Saturday, May 22, 2010

The Splendor Falls

The splendor falls on castle walls
And snowy summits old in story:
The long light shakes across the lakes,
And the wild cataract leaps in glory.
Blow, bugle, blow, set the wild echoes flying.
Blow, bugle; answer, echoes, dying, dying, dying.

O hark, O hear! How thin and clear,
And thinner, clearer, farther going!
O sweet and far from cliff and scar
The horns of Elfland faintly blowing!
Blow, let us hear the purple glens replying;
Blow bugle; answer, echoes, dying, dying, dying.

O love, they die in yon rich sky,
They faint on hill or field or river:
Our echoes roll from soul to soul,
And grow for ever and for ever.
Blow, bugle, blow, set the wild echoes flying,
And answer, echoes, answer, dying, dying, dying.

-Alfred, Lord Tennyson

Isn't this beautiful?

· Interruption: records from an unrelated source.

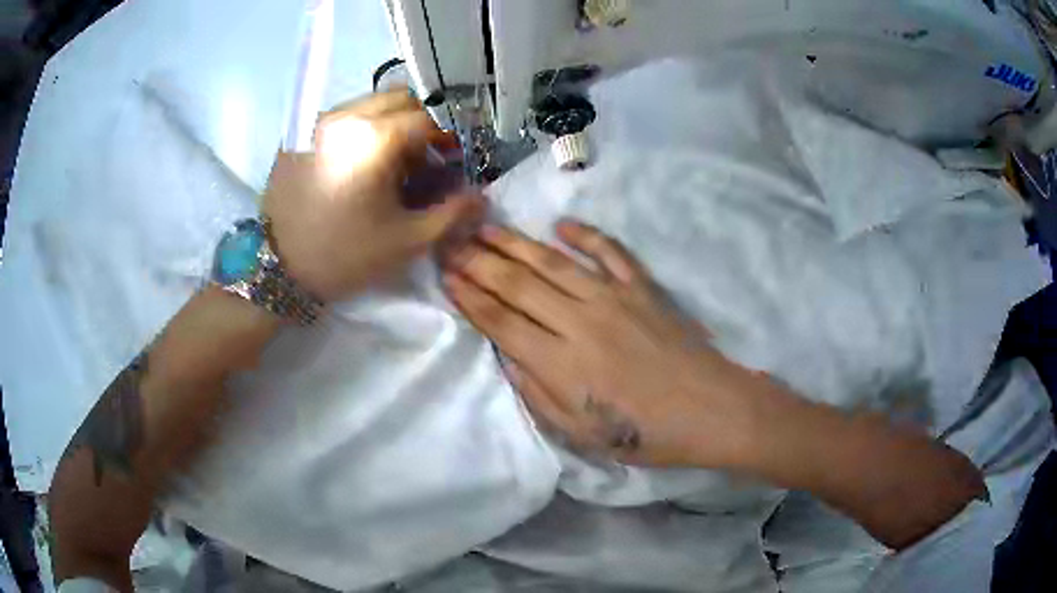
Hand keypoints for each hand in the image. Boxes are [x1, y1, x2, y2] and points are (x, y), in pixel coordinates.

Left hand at [263, 89, 483, 300]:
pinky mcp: (298, 134)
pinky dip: (359, 129)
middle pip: (399, 99)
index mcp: (373, 139)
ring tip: (387, 161)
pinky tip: (355, 163)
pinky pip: (340, 118)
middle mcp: (344, 117)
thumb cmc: (345, 256)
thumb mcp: (407, 241)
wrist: (278, 270)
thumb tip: (481, 195)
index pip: (427, 119)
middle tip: (422, 156)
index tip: (451, 159)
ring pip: (368, 103)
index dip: (446, 137)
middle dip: (419, 122)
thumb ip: (452, 213)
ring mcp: (316, 122)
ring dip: (389, 123)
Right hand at [442, 220, 758, 467]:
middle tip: (452, 243)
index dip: (469, 297)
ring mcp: (614, 298)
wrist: (711, 410)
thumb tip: (508, 355)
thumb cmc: (646, 434)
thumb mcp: (582, 434)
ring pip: (553, 262)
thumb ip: (538, 394)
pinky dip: (586, 235)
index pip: (501, 321)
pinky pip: (610, 252)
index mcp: (561, 364)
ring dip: (515, 243)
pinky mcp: (643, 288)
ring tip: (486, 228)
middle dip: (479, 262)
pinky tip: (562, 225)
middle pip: (518, 284)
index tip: (446, 276)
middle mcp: (580, 321)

I'm getting to be a poetry person...huh. Never saw that one coming. :)

Thursday, May 13, 2010

So...Today...

Man, it's been a long few weeks. Cramming for finals, EOCs, etc, etc, etc. My thoughts today...


  • Aw, shoot. School's almost out. I love school!
  • Being a senior is just about as cool as you get in high school.
  • As a result, I love seniors.
  • As a result, I want to be one.
  • Graduations make me cry.
  • How in the world do sponges digest food? The absence of a cell wall allows animals what?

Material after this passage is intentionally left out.